### WHAT THIS TASK INVOLVES
Your task is to return, word for word, only the lines from the line with "Build a routing graph from this" through the close of the data. Exclude all pictures.

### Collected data
____________

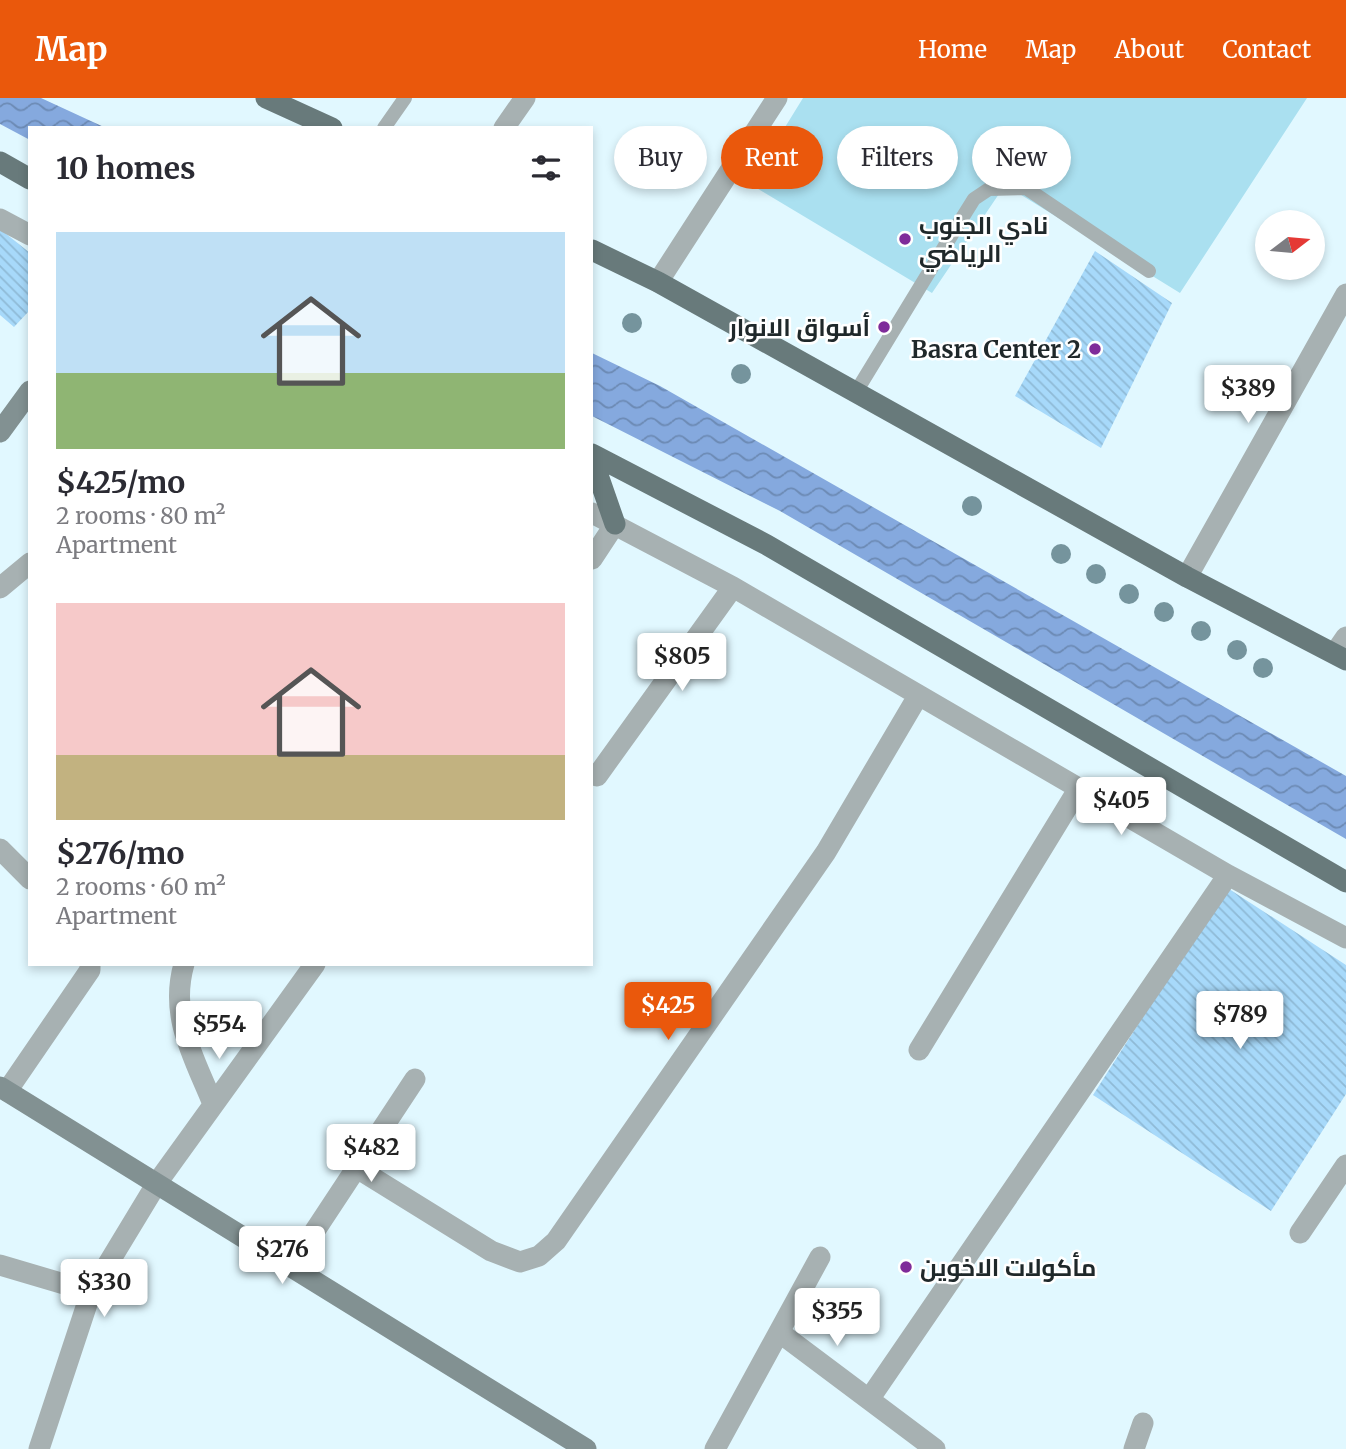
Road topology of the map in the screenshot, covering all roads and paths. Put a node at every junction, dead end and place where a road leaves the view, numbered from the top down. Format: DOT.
graph roads {
  1 [pos="405,98"];
  2 [pos="525,98"];
  3 [pos="778,98"];
  4 [pos="277,100"];
  5 [pos="328,126"];
  6 [pos="385,126"];
  7 [pos="505,126"];
  8 [pos="0,162"];
  9 [pos="28,178"];
  10 [pos="0,219"];
  11 [pos="28,234"];
  12 [pos="593,250"];
  13 [pos="1149,271"];
  14 [pos="658,282"];
  15 [pos="1346,294"];
  16 [pos="856,391"];
  17 [pos="28,394"];
  18 [pos="0,432"];
  19 [pos="593,457"];
  20 [pos="593,459"];
  21 [pos="593,513"];
  22 [pos="615,524"];
  23 [pos="593,557"];
  24 [pos="28,565"];
  25 [pos="1187,577"];
  26 [pos="733,587"];
  27 [pos="0,588"];
  28 [pos="1342,650"];
  29 [pos="918,696"];
  30 [pos="597,776"];
  31 [pos="1079,788"];
  32 [pos="1,853"];
  33 [pos="1228,875"];
  34 [pos="28,877"];
  35 [pos="1346,882"];
  36 [pos="1346,938"];
  37 [pos="90,966"];
  38 [pos="183,966"];
  39 [pos="314,966"];
  40 [pos="919,1050"];
  41 [pos="415,1079"];
  42 [pos="4,1089"];
  43 [pos="214,1104"];
  44 [pos="1346,1165"];
  45 [pos="356,1168"];
  46 [pos="157,1184"];
  47 [pos="1300,1233"];
  48 [pos="820,1257"];
  49 [pos="0,1265"];
  50 [pos="291,1267"];
  51 [pos="91,1292"];
  52 [pos="779,1332"];
  53 [pos="870,1398"];
  54 [pos="1143,1423"];
  55 [pos="580,1447"];
  56 [pos="40,1449"];
  57 [pos="715,1449"];
  58 [pos="935,1449"];
  59 [pos="1134,1449"];
  1 -- 6 [label="lane"];
  2 -- 7 [label="street"];
  3 -- 14 [label="street"];
  4 -- 5 [label="main road"];
  8 -- 9 [label="main road"];
  10 -- 11 [label="street"];
  12 -- 14 [label="main road"];
  13 -- 16 [label="lane"];
  14 -- 16 [label="main road"];
  15 -- 25 [label="street"];
  16 -- 25 [label="main road"];
  17 -- 18 [label="street"];
  19 -- 35 [label="main road"];
  20 -- 22 [label="main road"];
  21 -- 22 [label="street"];
  22 -- 23 [label="street"];
  22 -- 26 [label="street"];
  24 -- 27 [label="street"];
  25 -- 28 [label="main road"];
  26 -- 29 [label="street"];
  26 -- 30 [label="street"];
  29 -- 31 [label="street"];
  29 -- 45 [label="street"];
  31 -- 33 [label="street"];
  31 -- 40 [label="street"];
  32 -- 34 [label="street"];
  33 -- 36 [label="street"];
  33 -- 53 [label="street"];
  37 -- 42 [label="street"];
  38 -- 43 [label="street"];
  39 -- 43 [label="street"];
  41 -- 45 [label="street"];
  42 -- 46 [label="street"];
  43 -- 46 [label="street"];
  44 -- 47 [label="street"];
  45 -- 50 [label="street"];
  46 -- 50 [label="street"];
  46 -- 51 [label="street"];
  48 -- 52 [label="street"];
  49 -- 51 [label="street"];
  50 -- 55 [label="street"];
  51 -- 56 [label="street"];
  52 -- 53 [label="street"];
  52 -- 57 [label="street"];
  53 -- 58 [label="street"];
  54 -- 59 [label="street"];
}
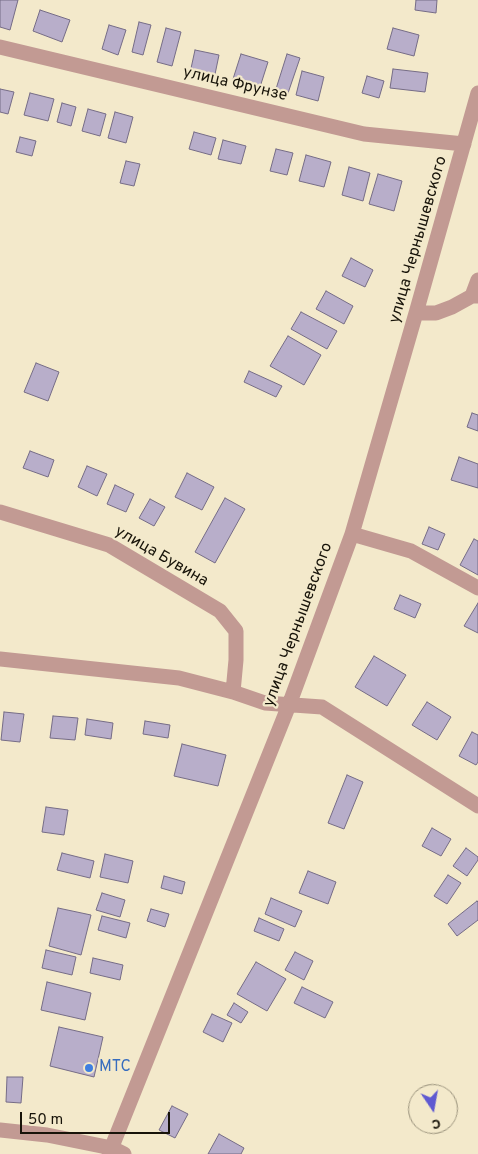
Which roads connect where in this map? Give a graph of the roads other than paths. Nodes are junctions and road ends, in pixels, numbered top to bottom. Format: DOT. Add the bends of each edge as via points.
graph roads {
  1 [pos="0,47"];
  2 [pos="478,93"];
  3 [pos="464,144"];
  4 [pos="478,280"];
  5 [pos="475,296"];
  6 [pos="416,313"];
  7 [pos="0,512"];
  8 [pos="352,534"];
  9 [pos="478,588"];
  10 [pos="0,659"];
  11 [pos="234,692"];
  12 [pos="289,705"];
  13 [pos="478,806"];
  14 [pos="0,1130"];
  15 [pos="115,1152"];
  1 -- 3 [label="street, улица Фрунзе" via="364,134"];
  2 -- 3 [label="street, улица Чернышевского"];
  3 -- 6 [label="street, улица Чернышевского"];
  4 -- 5 [label="street"];
  5 -- 6 [label="street" via="436,313"];
  6 -- 8 [label="street, улица Чернышевского"];
  7 -- 11 [label="street, улица Бувина" via="108,545 220,611 236,631"];
  8 -- 9 [label="street" via="411,551"];
  8 -- 12 [label="street, улица Чернышевского"];
  10 -- 11 [label="street" via="179,678"];
  11 -- 12 [label="street" via="266,703"];
  12 -- 13 [label="street" via="322,707"];
  12 -- 15 [label="street, улица Чернышевского"];
  14 -- 15 [label="street" via="47,1135"];
}
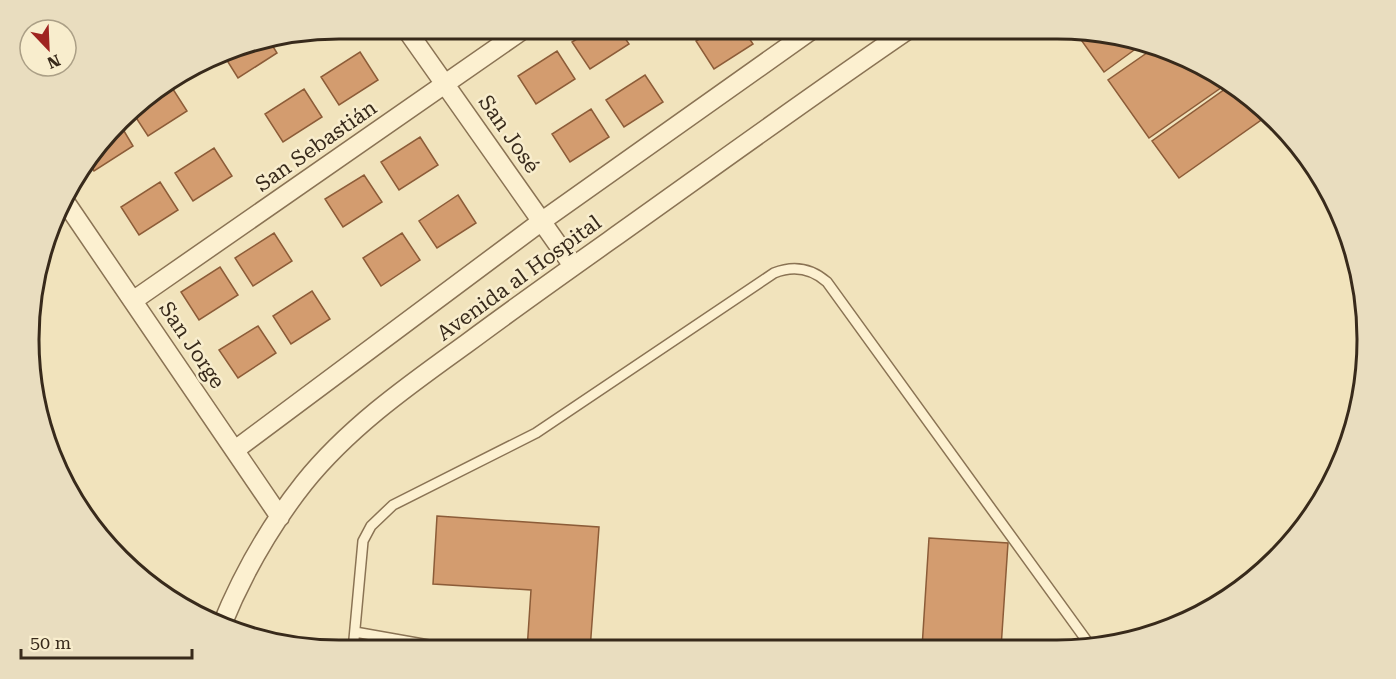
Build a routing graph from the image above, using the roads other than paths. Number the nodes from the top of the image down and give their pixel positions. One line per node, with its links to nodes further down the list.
1 (414, 39): 5 (street, San José)
2 (508, 39): 5 (street, San Sebastián)
3 (798, 39): 7 (street)
4 (882, 39): 8 (street, Avenida al Hospital)
5 (445, 83): 7 (street, San José); 9 (street, San Sebastián)
6 (70, 208): 9 (street, San Jorge)
7 (542, 221): 8 (street, San José); 10 (street)
8 (573, 266): 11 (street, Avenida al Hospital)
9 (134, 300): 10 (street, San Jorge)
10 (235, 450): 11 (street, San Jorge)
11 (280, 517): 12 (street, Avenida al Hospital)
12 (226, 617)
13 (355, 632): 14 (lane); 15 (lane); 16 (lane)
14 (1085, 638)
15 (354, 640)
16 (400, 640)

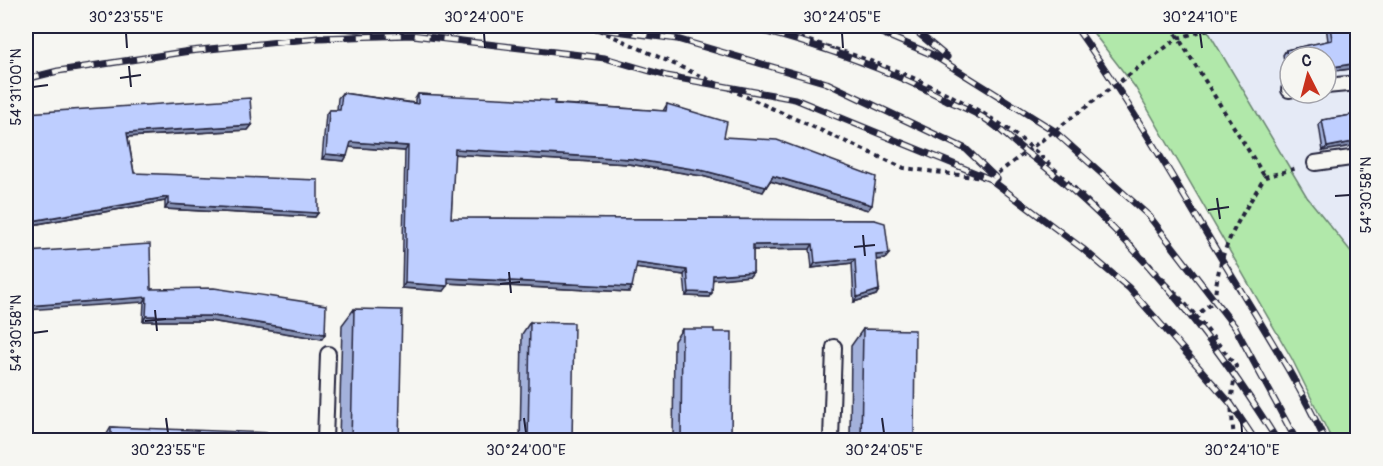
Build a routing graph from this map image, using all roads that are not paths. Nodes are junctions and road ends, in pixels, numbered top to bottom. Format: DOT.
graph roads {
  1 [pos="1358,83"];
  2 [pos="1338,85"];
  3 [pos="1358,157"];
  4 [pos="1315,163"];
  5 [pos="834,347"];
  6 [pos="328,354"];
  7 [pos="325,441"];
  8 [pos="831,441"];
  1 -- 2 [label="lane"];
  3 -- 4 [label="lane"];
  5 -- 8 [label="lane"];
  6 -- 7 [label="lane"];
}
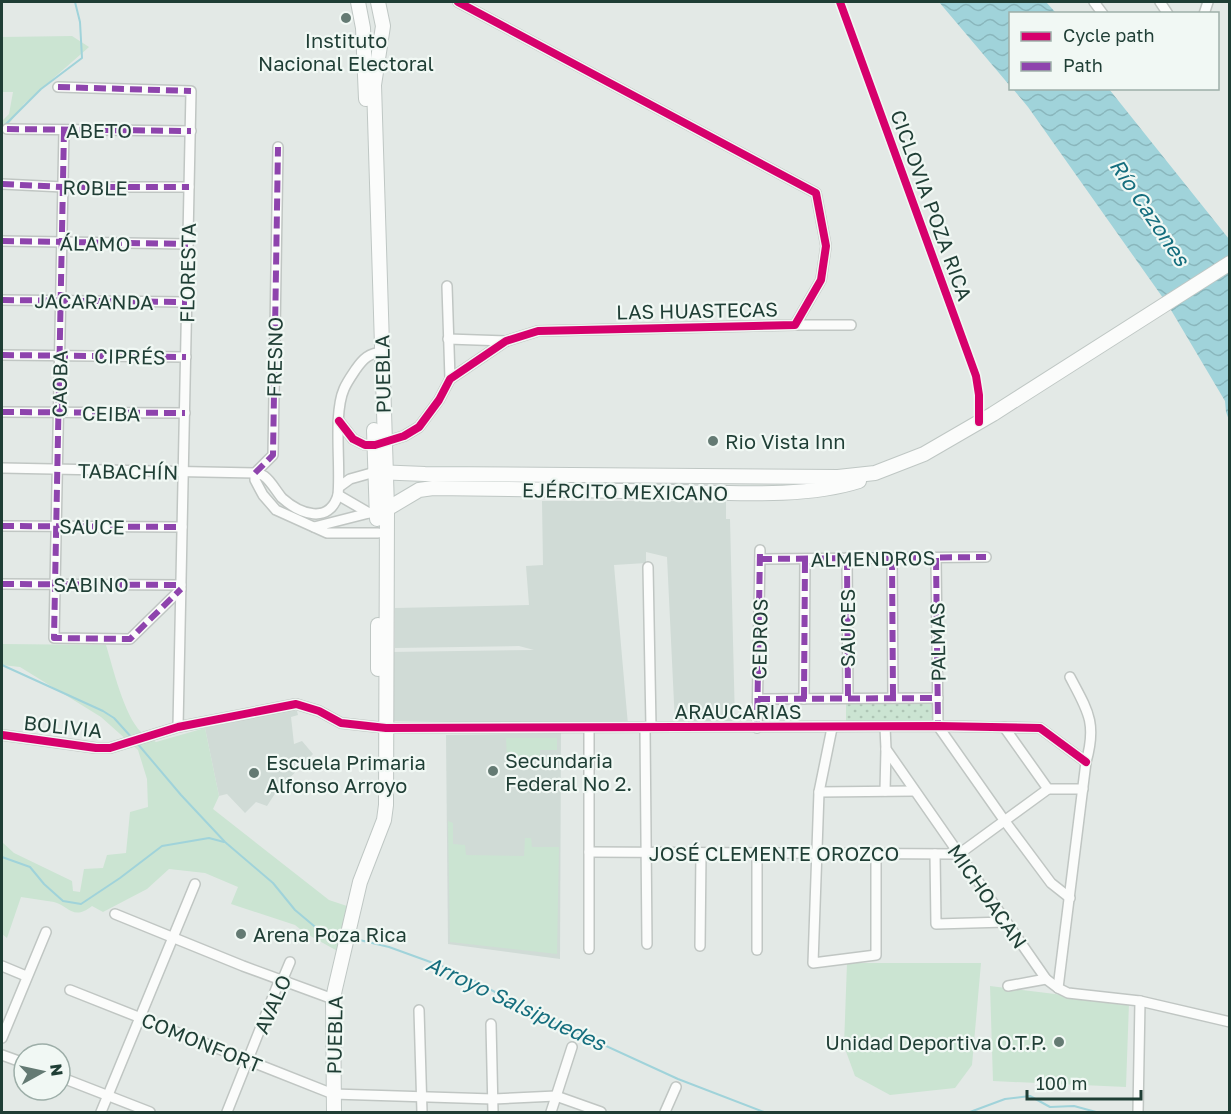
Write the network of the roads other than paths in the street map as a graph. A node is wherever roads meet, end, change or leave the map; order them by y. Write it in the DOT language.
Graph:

____________

### ANSWER SECTION
Build a routing graph from this map image, using all roads that are not paths. Nodes are junctions and road ends, in pixels, numbered top to bottom. Format: DOT.
graph roads {
  1 [pos="1358,83"];
  2 [pos="1338,85"];
  3 [pos="1358,157"];
  4 [pos="1315,163"];
  5 [pos="834,347"];
  6 [pos="328,354"];
  7 [pos="325,441"];
  8 [pos="831,441"];
  1 -- 2 [label="lane"];
  3 -- 4 [label="lane"];
  5 -- 8 [label="lane"];
  6 -- 7 [label="lane"];
}
Write the network of the roads other than paths in the street map as a graph. A node is wherever roads meet, end, change or leave the map; order them by y. Write it in the DOT language.
Graph:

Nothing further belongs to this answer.